Overview
Task A analyzes the CircleNet Pages dataset to count the frequency of each hobby.
TaskA (Simple)
Package: circlenet.taskA
Class: TaskA
Source: src/main/java/circlenet/taskA/TaskA.java
Main Method
public static void main(String[] args) throws Exception
Command-Line Arguments
Input path to the CircleNet Pages CSV file (e.g., /circlenet/pages/CircleNetPage.csv)
Output path for results (e.g., /circlenet/output/taskA/simple)
Mapper: TaskAMapper
Extracts hobbies from the Pages dataset and emits (hobby, 1) pairs.
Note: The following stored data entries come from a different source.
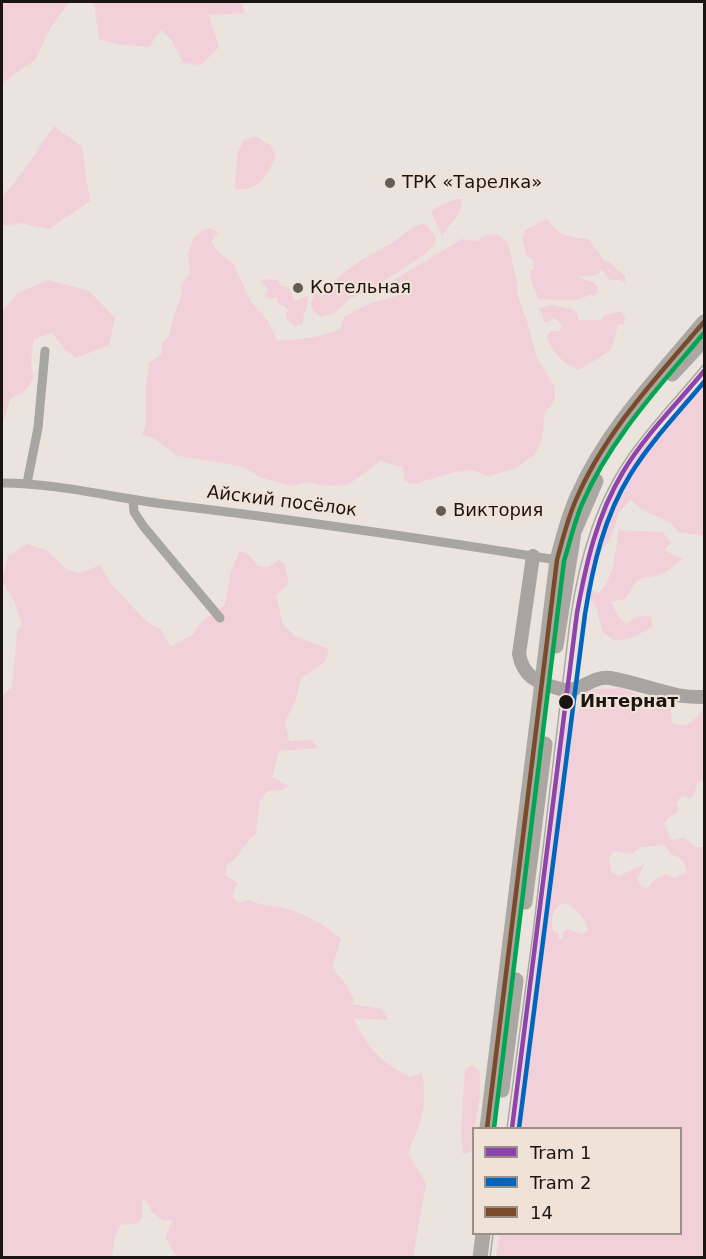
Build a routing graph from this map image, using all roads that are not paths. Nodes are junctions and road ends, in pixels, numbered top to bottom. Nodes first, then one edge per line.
1 (705, 322) edge
2 (705, 340) edge
3 (45, 351) dead end
4 (2, 483) edge
5 (27, 483) junction
6 (133, 500) junction
7 (533, 556) junction
8 (557, 560) junction
9 (220, 618) dead end
10 (542, 684) junction
11 (705, 697) edge
12 (487, 1127) edge
13 (497, 1127) edge
14 (474, 1235) edge
15 (483, 1235) edge
16 (470, 1257) edge
17 (480, 1257) edge

1 - 8 main road
2 - 10 main road
3 - 5 street
4 - 5 street, Айский посёлок
5 - 6 street, Айский посёлок
6 - 7 street, Айский посёлок
6 - 9 street
7 - 8 street, Айский посёлок
7 - 10 street
8 - 10 main road
10 - 11 street
10 - 12 main road
10 - 13 main road
14 - 16 main road
15 - 17 main road

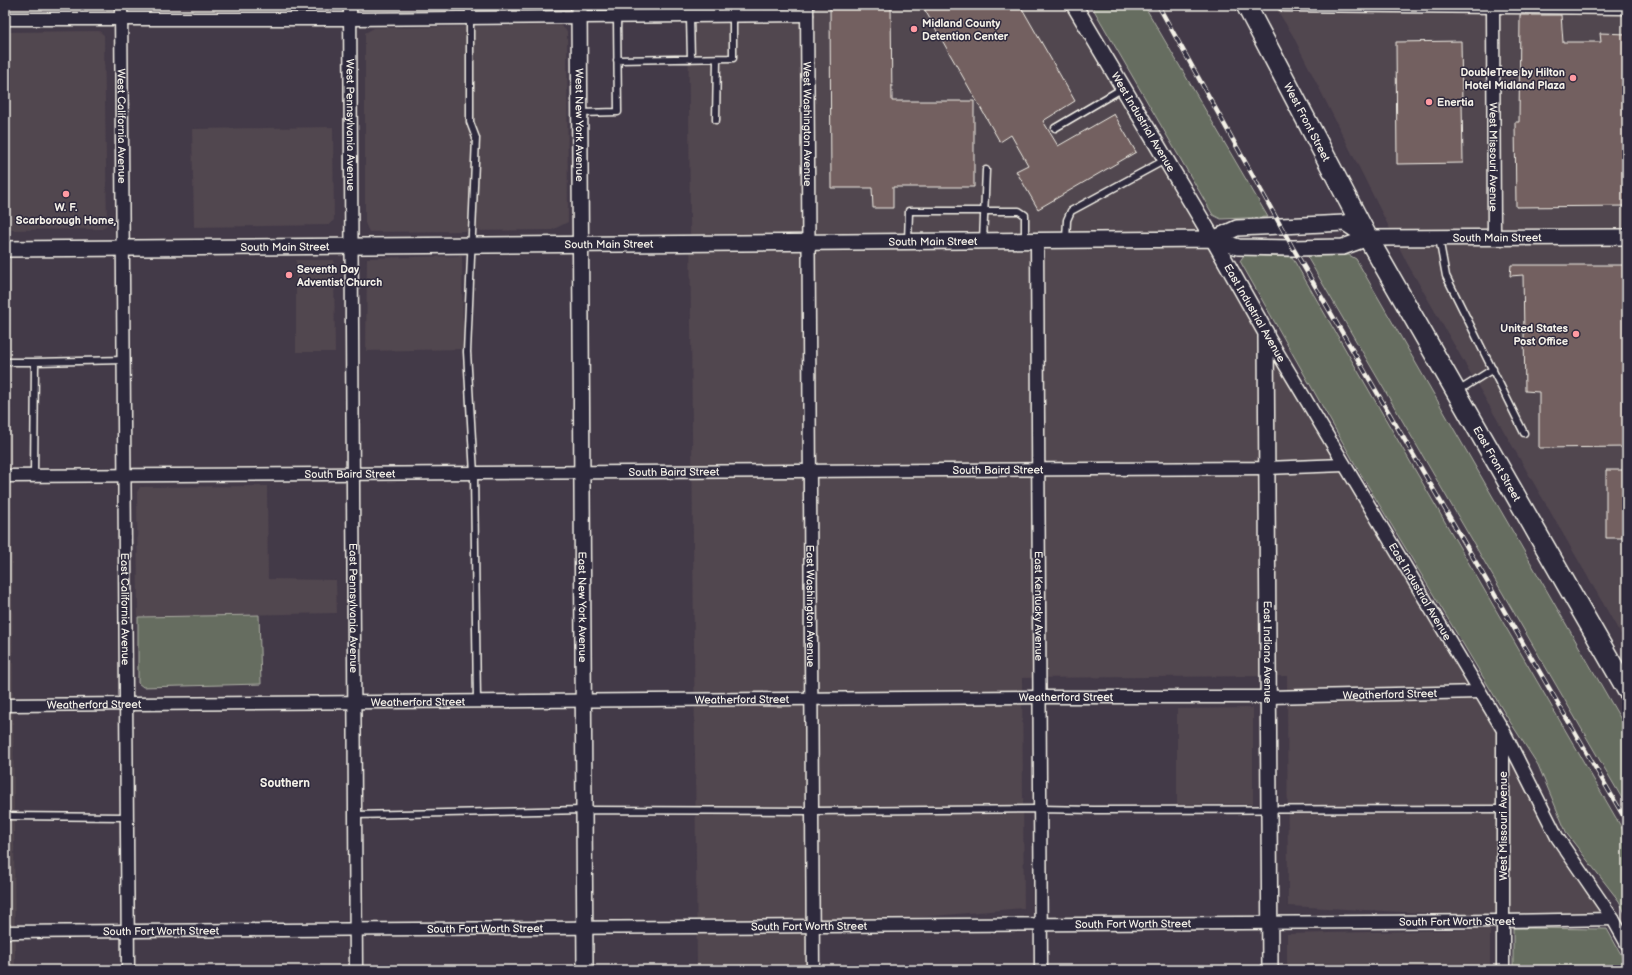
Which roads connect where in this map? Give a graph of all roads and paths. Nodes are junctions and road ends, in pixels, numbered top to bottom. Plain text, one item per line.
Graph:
1 (121, 5) edge
2 (350, 5) edge
3 (468, 5) edge
4 (1074, 5) edge
5 (1246, 5) edge
6 (1284, 5) edge
7 (1493, 6) edge
8 (1619, 7) edge
9 (807, 10) edge
10 (579, 11) edge
11 (733, 16) junction
12 (617, 17) junction
13 (690, 17) junction
14 (470, 18) junction
15 (5, 19) edge
16 (121, 19) junction
17 (350, 19) junction
18 (691, 59) junction
19 (717, 59) junction
20 (617, 60) junction
21 (1123, 88) junction
22 (580, 113) junction
23 (716, 120) dead end
24 (1055, 128) dead end
25 (1166, 160) junction
26 (986, 170) dead end
27 (984, 211) junction
28 (1627, 237) edge
29 (1213, 238) junction
30 (1368, 238) junction
31 (1438, 238) junction
32 (1494, 238) junction
33 (1066, 240) junction
34 (983, 241) junction
35 (1031, 241) junction
36 (908, 242) junction
37 (808, 243) junction
38 (580, 244) junction
39 (472, 245) junction
40 (350, 246) junction
41 (123, 248) junction
42 (5, 249) edge
43 (1266, 333) junction
44 (124, 360) junction
45 (5, 362) edge
46 (35, 362) junction
47 (1493, 369) junction
48 (1456, 392) junction
49 (1524, 433) dead end
50 (1344, 465) junction
51 (1266, 468) junction
52 (1038, 470) junction
53 (810, 471) junction
54 (582, 473) junction
55 (474, 474) junction
56 (124, 475) junction
57 (352, 475) junction
58 (5, 476) edge
59 (34, 476) junction
60 (1627, 690) edge
61 (1479, 692) junction
62 (1039, 697) junction
63 (1268, 697) junction
64 (812, 699) junction
65 (583, 700) junction
66 (477, 701) junction
67 (354, 702) junction
68 (126, 704) junction
69 (5, 705) edge
70 (1503, 730) junction
71 (1040, 809) junction
72 (1503, 809) junction
73 (584, 810) junction
74 (1269, 810) junction
75 (812, 812) junction
76 (355, 815) junction
77 (5, 816) edge
78 (127, 817) junction
79 (1613, 919) junction
80 (1503, 921) junction
81 (1269, 923) junction
82 (1040, 924) junction
83 (812, 926) junction
84 (585, 928) junction
85 (356, 929) junction
86 (127, 931) junction
87 (5, 932) edge
88 (1627, 944) edge
89 (128, 970) edge
90 (356, 970) edge
91 (586, 970) edge
92 (813, 970) edge
93 (1041, 970) edge
94 (1270, 970) edge
95 (1503, 970) edge

1 - 16 street, West California Avenue
2 - 17 street, West Pennsylvania Avenue
3 - 14 lane
4 - 21 street, West Industrial Avenue
5 - 30 main road, West Front Street
6 - 7 street
7 - 8 street
7 - 32 street, West Missouri Avenue
9 - 11 street
9 - 37 street, West Washington Avenue
10 - 12 street
10 - 14 street
10 - 22 street, West New York Avenue
11 - 13 street
11 - 19 lane
12 - 13 street
12 - 20 lane
13 - 18 lane
14 - 17 street
14 - 39 lane
15 - 16 street
16 - 17 street
16 - 41 street, West California Avenue
17 - 40 street, West Pennsylvania Avenue
18 - 19 lane
18 - 20 lane
19 - 23 lane
20 - 22 lane
21 - 24 lane
21 - 25 street, West Industrial Avenue
22 - 38 street, West New York Avenue
25 - 29 street, West Industrial Avenue
25 - 33 lane
26 - 27 lane
27 - 34 lane
27 - 35 lane
27 - 36 lane
28 - 32 street, South Main Street
29 - 30 street, South Main Street
29 - 30 street, South Main Street
29 - 33 street, South Main Street
29 - 43 street, East Industrial Avenue
30 - 31 street, South Main Street
30 - 48 main road, East Front Street
31 - 32 street, South Main Street
31 - 47 lane
33 - 35 street, South Main Street
34 - 35 street, South Main Street
34 - 36 street, South Main Street
35 - 52 street, East Kentucky Avenue
36 - 37 street, South Main Street
37 - 38 street, South Main Street
37 - 53 street, East Washington Avenue
38 - 39 street, South Main Street
38 - 54 street, East New York Avenue
39 - 40 street, South Main Street
39 - 55 lane
40 - 41 street, South Main Street
40 - 57 street, East Pennsylvania Avenue
41 - 42 street, South Main Street
41 - 44 street, East California Avenue
43 - 50 street, East Industrial Avenue
43 - 51 street, East Indiana Avenue
44 - 46 lane
44 - 56 street, East California Avenue
45 - 46 lane
46 - 59 lane
47 - 48 lane
47 - 49 lane
48 - 60 main road, East Front Street
50 - 51 street, South Baird Street
50 - 61 street, East Industrial Avenue
51 - 52 street, South Baird Street
51 - 63 street, East Indiana Avenue
52 - 53 street, South Baird Street
52 - 62 street, East Kentucky Avenue
53 - 54 street, South Baird Street
53 - 64 street, East Washington Avenue
54 - 55 street, South Baird Street
54 - 65 street, East New York Avenue
55 - 57 street, South Baird Street
55 - 66 lane
56 - 57 street, South Baird Street
56 - 59 street, South Baird Street
56 - 68 street, East California Avenue
57 - 67 street, East Pennsylvania Avenue
58 - 59 street, South Baird Street
61 - 63 street, Weatherford Street
61 - 70 street, East Industrial Avenue
62 - 63 street, Weatherford Street
62 - 64 street, Weatherford Street
62 - 71 street, East Kentucky Avenue
63 - 74 street, East Indiana Avenue
64 - 65 street, Weatherford Street
64 - 75 street, East Washington Avenue
65 - 66 street, Weatherford Street
65 - 73 street, East New York Avenue
66 - 67 street, Weatherford Street
67 - 68 street, Weatherford Street
67 - 76 street, East Pennsylvania Avenue
68 - 69 street, Weatherford Street
68 - 78 street, East California Avenue
70 - 72 street, West Missouri Avenue
70 - 79 street, East Industrial Avenue
71 - 74 lane
71 - 75 lane
71 - 82 street, East Kentucky Avenue
72 - 74 lane
72 - 80 street, West Missouri Avenue
73 - 75 lane
73 - 76 lane
73 - 84 street, East New York Avenue
74 - 81 street, East Indiana Avenue
75 - 83 street, East Washington Avenue
76 - 85 street, East Pennsylvania Avenue
77 - 78 lane
78 - 86 street, East California Avenue
79 - 80 street, South Fort Worth Street
79 - 88 street, East Industrial Avenue
80 - 81 street, South Fort Worth Street
80 - 95 street, West Missouri Avenue
81 - 82 street, South Fort Worth Street
81 - 94 street, East Indiana Avenue
82 - 83 street, South Fort Worth Street
82 - 93 street, East Kentucky Avenue
83 - 84 street, South Fort Worth Street
83 - 92 street, East Washington Avenue
84 - 85 street, South Fort Worth Street
84 - 91 street, East New York Avenue
85 - 86 street, South Fort Worth Street
85 - 90 street, East Pennsylvania Avenue
86 - 87 street, South Fort Worth Street
86 - 89 street, East California Avenue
public static class TaskAMapper extends Mapper<LongWritable, Text, Text, IntWritable>{
private final static IntWritable one = new IntWritable(1);
private Text hobby = new Text();
@Override
protected void map(LongWritable key, Text value, Context context)
throws IOException, InterruptedException{
String line = value.toString();
String[] fields = line.split(",");
if(fields.length == 5){
hobby.set(fields[4]);
context.write(hobby,one);
}
}
}
Reducer: TaskAReducer
Sums the counts for each hobby.
public static class TaskAReducer extends Reducer<Text, IntWritable, Text, IntWritable>{
private IntWritable result = new IntWritable();
@Override
protected void reduce(Text key, Iterable<IntWritable> values, Context context)
throws IOException, InterruptedException{
int sum = 0;
for (IntWritable val : values) {
sum += val.get();
}
result.set(sum);
context.write(key, result);
}
}
Example Usage
hadoop jar $JAR circlenet.taskA.TaskA $PAGES $OUT/taskA/simple
TaskAOptimized
Package: circlenet.taskA
Class: TaskAOptimized
Source: src/main/java/circlenet/taskA/TaskAOptimized.java
Main Method
public static void main(String[] args) throws Exception
Command-Line Arguments
Input path to the CircleNet Pages CSV file
Output path for results (e.g., /circlenet/output/taskA/optimized)
Mapper: MapperA
Uses CsvUtils for better CSV parsing and validates hobby field is not empty.
public static class MapperA extends Mapper<LongWritable, Text, Text, IntWritable> {
private static final IntWritable ONE = new IntWritable(1);
private final Text hobby = new Text();
@Override
protected void map(LongWritable key, Text value, Context context)
throws IOException, InterruptedException {
String[] fields = CsvUtils.split(value.toString());
if (fields.length >= 5) {
hobby.set(fields[4].trim());
if (!fields[4].trim().isEmpty()) {
context.write(hobby, ONE);
}
}
}
}
Reducer: SumReducer
Combiner: Yes, uses SumReducer as combiner for optimization.
public static class SumReducer extends Reducer<Text, IntWritable, Text, IntWritable> {
private final IntWritable out = new IntWritable();
@Override
protected void reduce(Text key, Iterable<IntWritable> values, Context context)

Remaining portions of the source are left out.